Education Secretary Betsy DeVos comes under fire for pro-life speech


Two days before last month’s March for Life, U.S. Secretary of Education Betsy DeVos spoke at Colorado Christian University’s annual president’s dinner. The event, which was held at the Museum of the Bible in Washington, was closed to the press, but a reporter for the Colorado Times Recorder news site attended and wrote that DeVos compared the fight against slavery with the battle against abortion.

“[President Abraham Lincoln], too, contended with the pro-choice arguments of his day,” she said. “They suggested that a state’s choice to be slave or to be free had no moral question in it.” Two days later, The Washington Post reported on a wave of criticism against DeVos for making the comparison. “To compare anything to slavery is to devalue America’s greatest crime and those who endured. Repulsive,” U.S. Rep. Katherine M. Clark, D-Mass., tweeted.

DeVos is not the only one to make the abortion-slavery analogy. Clarke Forsythe, senior counsel at Americans United for Life, said “reams of scholarship” exist that support the parallel. DeVos’ comparison, he explained, stems from the Lincoln-Douglas debates in 1858, in which Lincoln, seeking a U.S. Senate seat as a Republican in Illinois, criticized incumbent Democratic Sen. Stephen Douglas for not taking a position on slavery.

“[Douglas] contends that whatever community wants slaves has a right to have them,” Lincoln said in one of the debates in October 1858. “So they have—if it is not a wrong. But if it is a wrong, he cannot say people have a right to do wrong.”

Because slavery was wrong, Lincoln argued, the choice to participate in the institution should not have been an option. Douglas emphasized the choice of slavery to avoid having to make a moral judgment.

“Pro-choice is a dodge, which is what Lincoln said about slavery,” Forsythe said. “And the same dodge is used to defend abortion.”

Defenders of slavery in Lincoln’s time argued the South had come to rely on the slaves for its economic prosperity. Supporters of abortion argue that a woman’s ability to kill her child is essential to equal opportunity in American society. That reasoning propped up the Supreme Court’s 1992 decision in Planned Parenthood vs. Casey—a decision that reaffirmed the court’s 1973 Roe v.

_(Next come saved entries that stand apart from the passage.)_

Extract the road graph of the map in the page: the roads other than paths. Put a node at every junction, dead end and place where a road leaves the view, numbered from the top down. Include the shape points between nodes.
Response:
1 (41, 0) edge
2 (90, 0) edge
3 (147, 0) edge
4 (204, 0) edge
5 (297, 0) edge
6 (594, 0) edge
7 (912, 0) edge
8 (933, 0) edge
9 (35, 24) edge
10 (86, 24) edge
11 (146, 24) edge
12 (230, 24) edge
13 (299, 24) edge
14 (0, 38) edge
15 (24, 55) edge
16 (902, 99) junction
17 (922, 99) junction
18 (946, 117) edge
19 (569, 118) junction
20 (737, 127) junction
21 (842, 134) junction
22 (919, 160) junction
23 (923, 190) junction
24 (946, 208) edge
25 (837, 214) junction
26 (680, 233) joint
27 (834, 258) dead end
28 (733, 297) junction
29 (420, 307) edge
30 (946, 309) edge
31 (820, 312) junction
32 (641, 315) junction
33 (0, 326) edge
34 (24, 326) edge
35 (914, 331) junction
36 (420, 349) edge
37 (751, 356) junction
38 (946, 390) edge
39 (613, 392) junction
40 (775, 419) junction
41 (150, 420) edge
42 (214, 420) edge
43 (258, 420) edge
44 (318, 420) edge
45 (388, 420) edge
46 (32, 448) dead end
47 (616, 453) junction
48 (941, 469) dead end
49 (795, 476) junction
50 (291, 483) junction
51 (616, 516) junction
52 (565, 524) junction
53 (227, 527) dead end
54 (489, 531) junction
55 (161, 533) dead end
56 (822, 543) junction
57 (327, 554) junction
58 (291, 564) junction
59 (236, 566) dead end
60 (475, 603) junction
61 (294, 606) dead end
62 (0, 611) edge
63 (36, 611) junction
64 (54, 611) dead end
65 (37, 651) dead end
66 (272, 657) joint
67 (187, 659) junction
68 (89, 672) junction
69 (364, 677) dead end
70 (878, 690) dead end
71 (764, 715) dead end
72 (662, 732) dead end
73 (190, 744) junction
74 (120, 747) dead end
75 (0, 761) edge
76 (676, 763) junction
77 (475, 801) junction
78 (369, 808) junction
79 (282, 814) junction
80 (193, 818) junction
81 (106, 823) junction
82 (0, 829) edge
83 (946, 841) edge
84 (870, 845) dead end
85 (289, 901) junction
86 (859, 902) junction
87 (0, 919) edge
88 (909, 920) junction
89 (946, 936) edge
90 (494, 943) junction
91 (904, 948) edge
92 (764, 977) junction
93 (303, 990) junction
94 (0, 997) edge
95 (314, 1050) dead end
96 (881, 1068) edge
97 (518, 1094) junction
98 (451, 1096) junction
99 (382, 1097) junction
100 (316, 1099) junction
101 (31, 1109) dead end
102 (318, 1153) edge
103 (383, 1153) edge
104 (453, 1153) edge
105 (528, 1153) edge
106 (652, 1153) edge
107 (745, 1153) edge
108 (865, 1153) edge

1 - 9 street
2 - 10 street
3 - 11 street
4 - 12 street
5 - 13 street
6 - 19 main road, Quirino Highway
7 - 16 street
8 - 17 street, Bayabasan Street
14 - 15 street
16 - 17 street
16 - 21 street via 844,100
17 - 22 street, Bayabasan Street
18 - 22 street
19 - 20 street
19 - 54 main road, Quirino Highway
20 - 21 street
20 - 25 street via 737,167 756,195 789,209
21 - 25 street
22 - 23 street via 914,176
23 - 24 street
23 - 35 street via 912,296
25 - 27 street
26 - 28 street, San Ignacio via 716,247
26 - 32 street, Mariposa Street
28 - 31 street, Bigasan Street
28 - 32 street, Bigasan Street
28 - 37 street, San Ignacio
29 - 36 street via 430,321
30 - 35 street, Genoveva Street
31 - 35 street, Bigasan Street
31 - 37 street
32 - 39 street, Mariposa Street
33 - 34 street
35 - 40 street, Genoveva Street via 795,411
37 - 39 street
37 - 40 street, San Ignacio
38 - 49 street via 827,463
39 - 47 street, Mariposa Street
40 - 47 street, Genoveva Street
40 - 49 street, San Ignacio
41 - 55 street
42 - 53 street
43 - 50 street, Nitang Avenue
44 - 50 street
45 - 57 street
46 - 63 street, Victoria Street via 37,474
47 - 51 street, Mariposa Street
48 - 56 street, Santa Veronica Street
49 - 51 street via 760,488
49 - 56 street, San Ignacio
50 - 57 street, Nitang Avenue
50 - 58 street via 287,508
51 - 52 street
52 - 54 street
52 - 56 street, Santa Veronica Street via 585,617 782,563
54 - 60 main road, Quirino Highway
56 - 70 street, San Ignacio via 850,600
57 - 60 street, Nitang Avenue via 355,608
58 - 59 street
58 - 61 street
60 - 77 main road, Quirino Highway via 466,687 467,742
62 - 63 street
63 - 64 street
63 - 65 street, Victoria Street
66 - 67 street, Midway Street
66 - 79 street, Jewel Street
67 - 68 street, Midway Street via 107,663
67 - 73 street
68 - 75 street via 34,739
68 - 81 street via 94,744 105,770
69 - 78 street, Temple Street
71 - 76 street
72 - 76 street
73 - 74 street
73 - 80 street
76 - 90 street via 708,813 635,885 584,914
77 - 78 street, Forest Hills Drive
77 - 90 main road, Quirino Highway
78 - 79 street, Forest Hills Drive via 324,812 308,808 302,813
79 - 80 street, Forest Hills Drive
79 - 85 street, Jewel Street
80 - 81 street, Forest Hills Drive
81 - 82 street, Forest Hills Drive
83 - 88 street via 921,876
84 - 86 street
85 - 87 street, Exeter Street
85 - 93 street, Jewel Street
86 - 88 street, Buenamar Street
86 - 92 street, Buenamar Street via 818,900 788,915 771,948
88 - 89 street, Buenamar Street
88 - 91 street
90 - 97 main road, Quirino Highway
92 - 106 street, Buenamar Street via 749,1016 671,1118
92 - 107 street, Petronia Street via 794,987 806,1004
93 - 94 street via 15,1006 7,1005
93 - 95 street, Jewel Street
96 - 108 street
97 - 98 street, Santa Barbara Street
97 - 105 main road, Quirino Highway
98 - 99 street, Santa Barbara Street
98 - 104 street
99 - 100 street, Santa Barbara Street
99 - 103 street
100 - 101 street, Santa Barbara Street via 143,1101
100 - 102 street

Wade ruling, Forsythe noted.

But recent data on the abortion rate and female unemployment show the error of the Casey decision. The unemployment rate among women fell from 5.5 percent in 1990, to 3.6 percent in 2019. Meanwhile, the abortion rate also dropped. “Both lines are trending downward,” Forsythe said. “I frankly don’t know of another phenomenon that so directly contradicts the notion that women need abortion to be successful. … According to the Supreme Court, those two trends can’t coexist.”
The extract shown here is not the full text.